The recent discovery that funds meant to help genocide orphans ended in individual pockets is a testimony enough, to show that though progress has been made in fighting corruption, there is still a long way to go.
The main challenge lies ahead, and will require enormous political concern and resolve, if it is to be uprooted. Though the government is showing seriousness about addressing the issue of corruption, it has not managed to push hard in all directions.
For anti-corruption efforts to succeed, civil society, the media, Parliament, the judiciary and the private sector must be involved in a participatory way, with full voice and empowerment.
Innovative ways of involving the citizenry at the local level, working in unison to improve governance and control corruption, can be very effective.
It is not only money meant for orphans that is actually stolen. Other organisations should also be investigated. For example, is the money meant for widows safe? The answer if we are to go by public out cry, is no.
There are many allegations that leaders of associations like AVEGA that are meant to take care of genocide widows too, have used the money to enrich themselves.
Though this is subject to investigation, no one has bothered to. There are therefore several cases of corruption allegations, which need to be unearthed, if we are to end the bad practice.
In any case, it is very simple to tell whether one is corrupt and embezzling public funds or not. Ones monthly income, weighed against his or her general wealth, will definitely help to tell if one is clean or dirty—corrupt or not.
It is simple common sense to tell that a person who earns Rwf300.000 monthly, cannot manage to drive a car worth Rwf5 million, construct a house of Rwf30 million in one year and above or afford to live a luxurious life.
We welcomed the government’s directive to force all public leaders to declare their assets. This is because it is part of their accountability to the community.
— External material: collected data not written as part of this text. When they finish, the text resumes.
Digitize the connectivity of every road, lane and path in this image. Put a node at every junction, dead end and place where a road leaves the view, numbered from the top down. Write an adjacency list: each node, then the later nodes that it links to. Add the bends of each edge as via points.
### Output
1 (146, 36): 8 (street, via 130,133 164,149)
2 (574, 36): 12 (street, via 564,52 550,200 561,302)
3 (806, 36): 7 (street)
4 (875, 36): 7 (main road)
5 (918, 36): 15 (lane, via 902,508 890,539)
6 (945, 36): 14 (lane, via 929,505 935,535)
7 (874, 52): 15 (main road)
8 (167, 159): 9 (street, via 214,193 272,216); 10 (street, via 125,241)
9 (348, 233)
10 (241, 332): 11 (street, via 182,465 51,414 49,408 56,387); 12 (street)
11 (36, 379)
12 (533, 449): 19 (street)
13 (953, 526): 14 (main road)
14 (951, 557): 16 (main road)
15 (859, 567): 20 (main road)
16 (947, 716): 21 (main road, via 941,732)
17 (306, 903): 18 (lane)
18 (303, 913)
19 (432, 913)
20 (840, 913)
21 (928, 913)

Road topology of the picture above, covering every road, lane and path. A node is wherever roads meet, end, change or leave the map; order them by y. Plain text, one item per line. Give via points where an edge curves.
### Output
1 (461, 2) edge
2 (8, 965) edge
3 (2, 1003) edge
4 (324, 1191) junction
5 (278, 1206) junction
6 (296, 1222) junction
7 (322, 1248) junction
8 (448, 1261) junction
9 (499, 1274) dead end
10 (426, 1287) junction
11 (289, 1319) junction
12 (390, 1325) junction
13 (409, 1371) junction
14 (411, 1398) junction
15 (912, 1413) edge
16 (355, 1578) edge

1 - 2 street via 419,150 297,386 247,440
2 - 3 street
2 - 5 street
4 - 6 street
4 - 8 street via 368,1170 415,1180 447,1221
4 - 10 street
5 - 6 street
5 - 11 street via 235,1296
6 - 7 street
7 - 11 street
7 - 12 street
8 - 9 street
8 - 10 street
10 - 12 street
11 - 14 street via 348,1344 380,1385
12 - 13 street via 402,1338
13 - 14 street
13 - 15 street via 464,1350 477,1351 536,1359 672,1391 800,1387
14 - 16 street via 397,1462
Failure to do so must be a criminal offence. The government however, must not underrate other officials who in a way have access to public money while checking out the issue of corruption and the general embezzlement of people’s funds. These people actually do many nasty things by confusing the illiterate peasants with funny projects.
They too should be subjected to such declaration, so that they are constantly followed up.
Currently any person can become an entrepreneur in Rwanda. Therefore, there is nothing inherently bad or wrong for a public leader or his/her family members to get rich, provided that all property in question is obtained legally.
The properties of course would include commercial buildings, residential houses and big businesses, we do not mind so long as the funds used are acquired from bank loans or other lawful means.
There should therefore be a swift move to force all leaders and every person who ‘touches’ public money, to declare his or her wealth.
If you own five houses, explain where you got them properly, as compared to your genuine salary or monthly income. There shouldn’t be any short cut or tolerance, for we have to fight corruption at all levels by confiscating assets belonging to public leaders found to have acquired riches through corrupt means or embezzling people’s money.
The culture of “use your office to get rich as quickly as you can” must end forthwith. Most African countries and Rwanda in particular, have taken the declaration of wealth as a necessity, but whether such declarations are genuine or not, it’s debatable.
For instance, Mwayi Kibaki, the President of Kenya asked his cabinet to declare their wealth as one of his priorities was to fight corruption in that country from the time he got into office.
On 30th June 2006, the Rwandan Ombudsman Tito Rutaremara declared that more than ninety per cent public officials had declared their wealth.
Is the war against corruption and embezzlement of public funds justified? Yes. A country is more likely to grow rich if its citizens are provided with some important basics, such as a legal system that works to protect them from corrupt officials.
Otherwise, whether the battle against corruption and embezzlement is lost or won, I can only say that it is not yet over until it is over.